● **YOUR OBJECTIVE**:
If an entry below contains an image, drop the image and retype the rest exactly.

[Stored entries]
[Start of Attachment]
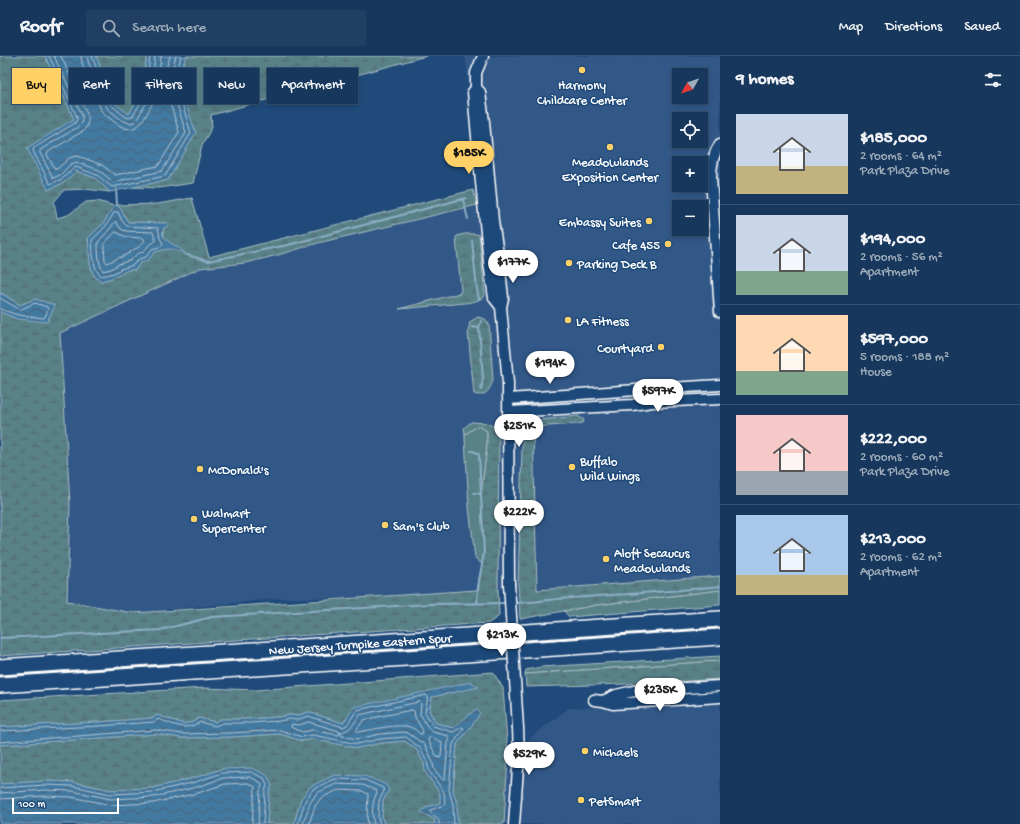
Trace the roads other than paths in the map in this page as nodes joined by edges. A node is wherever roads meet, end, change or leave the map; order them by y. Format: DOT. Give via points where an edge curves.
graph roads {
  1 [pos="483,56"];
  2 [pos="720,144"];
  3 [pos="720,312"];
  4 [pos="720,385"];
  5 [pos="509,399"];
  6 [pos="720,399"];
  7 [pos="509,412"];
  8 [pos="720,619"];
  9 [pos="720,637"];
  10 [pos="0,667"];
  11 [pos="0,685"];
  12 [pos="720,686"];
  13 [pos="720,697"];
  14 [pos="514,824"];
  1 -- 5 [label="street" via="476,73 476,88 473,92 481,182 489,222 494,298 501,307"];
  2 -- 3 [label="street" via="715,151 711,177"];
  4 -- 5 [label="street"];
  5 -- 7 [label="street"];
  6 -- 7 [label="street"];
  7 -- 14 [label="street, bridge" via="509,584 519,755"];
  8 -- 10 [label="highway, New Jersey Turnpike Eastern Spur"];
  9 -- 11 [label="highway, New Jersey Turnpike Eastern Spur"];
  12 -- 13 [label="street" via="634,691 599,701 613,704"];
}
[End of Attachment]
● **RESULT OF THIS TASK**:
Trace the roads other than paths in the map in this page as nodes joined by edges. A node is wherever roads meet, end, change or leave the map; order them by y. Format: DOT. Give via points where an edge curves.
graph roads {
  1 [pos="483,56"];
  2 [pos="720,144"];
  3 [pos="720,312"];
  4 [pos="720,385"];
  5 [pos="509,399"];
  6 [pos="720,399"];
  7 [pos="509,412"];
  8 [pos="720,619"];
  9 [pos="720,637"];
  10 [pos="0,667"];
  11 [pos="0,685"];
  12 [pos="720,686"];
  13 [pos="720,697"];
  14 [pos="514,824"];
  1 -- 5 [label="street" via="476,73 476,88 473,92 481,182 489,222 494,298 501,307"];
  2 -- 3 [label="street" via="715,151 711,177"];
  4 -- 5 [label="street"];
  5 -- 7 [label="street"];
  6 -- 7 [label="street"];
  7 -- 14 [label="street, bridge" via="509,584 519,755"];
  8 -- 10 [label="highway, New Jersey Turnpike Eastern Spur"];
  9 -- 11 [label="highway, New Jersey Turnpike Eastern Spur"];
  12 -- 13 [label="street" via="634,691 599,701 613,704"];
}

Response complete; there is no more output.